**DATA FOR THE TASK:**
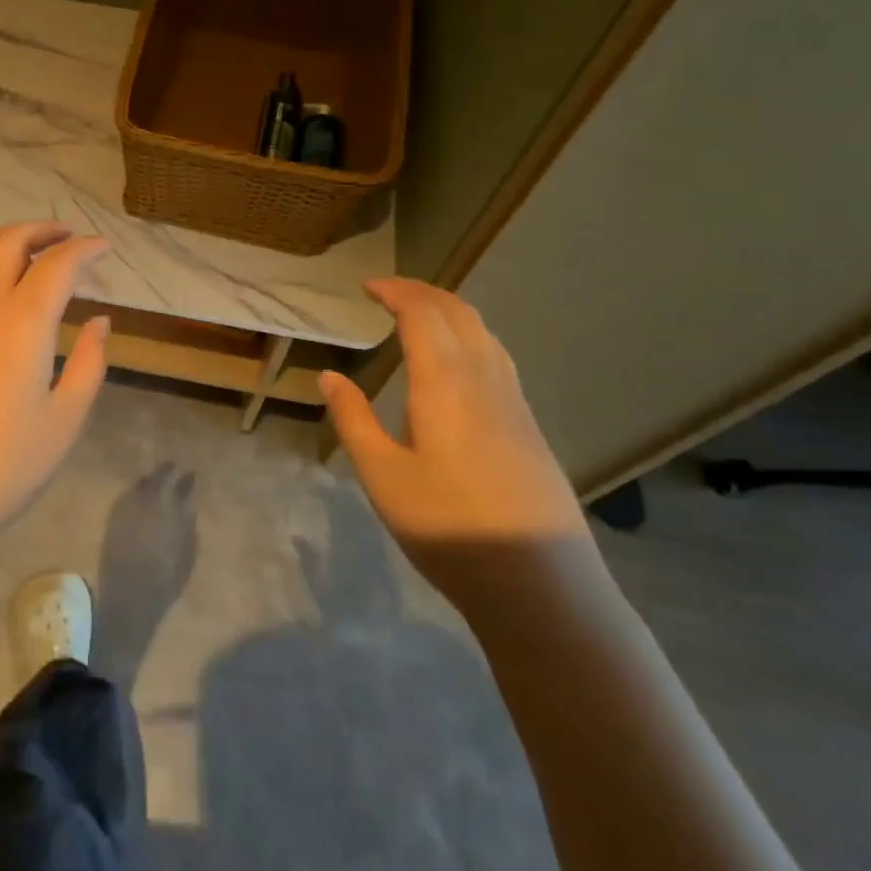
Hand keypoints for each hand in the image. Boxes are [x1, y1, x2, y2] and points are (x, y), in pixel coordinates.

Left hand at [0, 222, 109, 564]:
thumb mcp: (63, 422)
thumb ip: (89, 363)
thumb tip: (98, 321)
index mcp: (20, 322)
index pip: (58, 263)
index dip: (84, 248)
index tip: (102, 247)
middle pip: (7, 241)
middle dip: (42, 230)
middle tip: (65, 239)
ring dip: (6, 256)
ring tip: (27, 273)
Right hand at [318, 278, 594, 613]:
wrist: (541, 584)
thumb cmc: (449, 526)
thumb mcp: (382, 476)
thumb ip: (353, 420)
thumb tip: (328, 376)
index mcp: (444, 382)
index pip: (421, 314)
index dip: (394, 292)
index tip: (366, 287)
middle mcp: (484, 378)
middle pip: (458, 312)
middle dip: (422, 292)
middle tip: (388, 292)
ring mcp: (514, 401)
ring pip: (484, 332)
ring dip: (450, 311)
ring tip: (419, 317)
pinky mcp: (529, 424)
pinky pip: (497, 356)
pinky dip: (469, 336)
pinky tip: (456, 364)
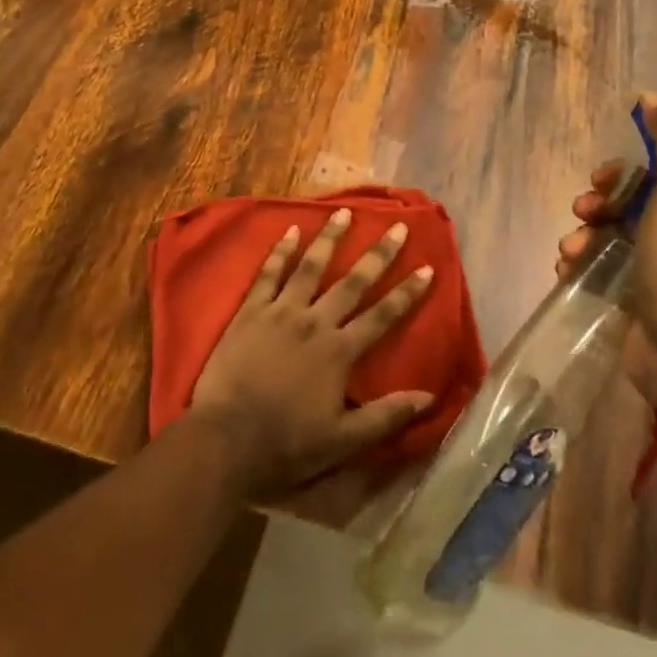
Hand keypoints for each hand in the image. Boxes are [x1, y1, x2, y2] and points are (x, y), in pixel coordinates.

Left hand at [188, 208, 435, 493]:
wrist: (226, 440)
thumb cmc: (286, 445)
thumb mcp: (343, 442)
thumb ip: (386, 416)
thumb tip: (429, 396)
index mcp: (339, 352)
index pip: (382, 316)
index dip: (407, 293)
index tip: (427, 267)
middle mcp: (315, 322)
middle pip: (352, 282)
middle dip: (378, 254)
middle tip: (396, 226)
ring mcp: (281, 311)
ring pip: (311, 267)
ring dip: (330, 238)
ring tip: (344, 211)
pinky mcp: (251, 310)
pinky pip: (269, 273)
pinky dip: (281, 250)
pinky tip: (290, 230)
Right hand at [557, 93, 656, 388]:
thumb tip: (654, 99)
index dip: (649, 149)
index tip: (623, 156)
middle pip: (646, 187)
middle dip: (608, 191)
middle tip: (588, 201)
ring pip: (622, 222)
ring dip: (590, 227)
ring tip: (573, 245)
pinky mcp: (646, 288)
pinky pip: (610, 257)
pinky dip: (587, 256)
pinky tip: (569, 265)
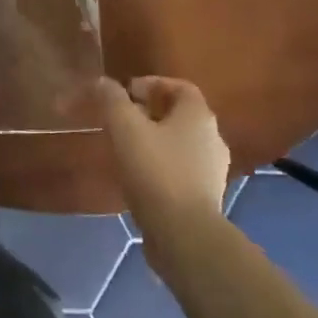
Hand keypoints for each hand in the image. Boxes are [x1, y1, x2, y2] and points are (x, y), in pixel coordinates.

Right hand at [98, 76, 229, 241]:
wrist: (184, 235)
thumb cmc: (156, 171)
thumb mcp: (126, 128)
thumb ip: (113, 100)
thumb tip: (103, 82)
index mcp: (199, 116)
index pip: (180, 87)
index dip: (153, 84)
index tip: (127, 93)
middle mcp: (213, 138)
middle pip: (181, 116)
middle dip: (151, 114)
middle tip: (123, 120)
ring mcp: (213, 171)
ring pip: (181, 145)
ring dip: (156, 142)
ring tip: (127, 150)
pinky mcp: (206, 198)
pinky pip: (182, 171)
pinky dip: (162, 167)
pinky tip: (140, 179)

**GOAL OF THE EXERCISE:** Return the complete material exactly as it appears, without images.

**REPLY TO THE TASK:**
Hand keypoints for each hand in the image. Boxes are [x1, y1, x2, y2] and points are (x, y), in pixel coordinates.

Left hand at [0, 222, 109, 564]:
thumb mcp: (63, 422)
thumb ip: (89, 363)
thumb tip: (98, 321)
index mcp: (20, 322)
index pip: (58, 263)
index dip: (84, 248)
index tip: (102, 247)
middle pip: (7, 241)
middle dip: (42, 230)
middle tip: (65, 239)
ring dip: (6, 256)
ring tip: (27, 273)
Right hand at [318, 278, 594, 613]:
wrist: (541, 584)
thumb cmc: (449, 526)
thumb mcp: (382, 476)
thumb ip: (353, 420)
thumb tip: (328, 376)
index mcp: (444, 382)
index pip: (421, 314)
index dip: (394, 292)
index tip: (366, 287)
middle mcp: (484, 378)
middle pip: (458, 312)
middle dip: (422, 292)
middle tip: (388, 292)
ring mcp: (514, 401)
ring pip: (484, 332)
ring dip: (450, 311)
ring tip: (419, 317)
pinky mcp: (529, 424)
pinky pip: (497, 356)
pinky dip: (469, 336)
pinky tip: (456, 364)
Hand keypoints for each hand in the image. Boxes are [x1, y1, x2, y2] and points are (x, y), in pixel coordinates.

Left hand at [188, 208, 435, 493]:
wrist: (226, 440)
thumb cmc: (286, 445)
thumb mcp: (343, 442)
thumb ip: (386, 416)
thumb tip: (429, 396)
index mcp: (339, 352)
index pip: (382, 316)
index dip: (407, 293)
index tip: (427, 267)
middle mcp: (315, 322)
middle pip: (352, 282)
middle dip: (378, 254)
middle tip: (396, 226)
ring mcp: (281, 311)
ring pip: (311, 267)
ring dip: (330, 238)
ring tip: (344, 211)
pinky mcp: (251, 310)
pinky pip: (269, 273)
pinky dip: (281, 250)
pinky tip: (290, 230)
Right hand at [557, 93, 656, 388]:
thumb tip: (654, 99)
index dip: (649, 149)
index tip: (623, 156)
middle pip: (646, 187)
middle dip: (608, 191)
middle tip: (588, 201)
ring pip: (622, 222)
ring dip: (590, 227)
ring tip: (573, 245)
pinky mcp: (646, 288)
pinky pip: (610, 257)
pinky dip: (587, 256)
pinky tip: (569, 265)
Hand keypoints for each hand in the image. Boxes are [x1, y1, x2, y2] and points are (x, y), in pixel coordinates.

Right hand at [98, 76, 229, 241]:
wrist: (184, 235)
thumb cmc: (156, 171)
thumb mcp: (126, 128)
thumb ip: (113, 100)
thumb tip: (103, 82)
index mcp: (199, 116)
index pip: (180, 87)
index dip: (153, 84)
index tip: (127, 93)
middle mcp: (213, 138)
middle pip: (181, 116)
middle dip: (151, 114)
middle tip: (123, 120)
ring mcp: (213, 171)
ring pip: (181, 145)
ring dip: (156, 142)
ring tip: (127, 150)
pinky mcp: (206, 198)
pinky pip: (182, 171)
pinky dip: (162, 167)
pinky tip: (140, 179)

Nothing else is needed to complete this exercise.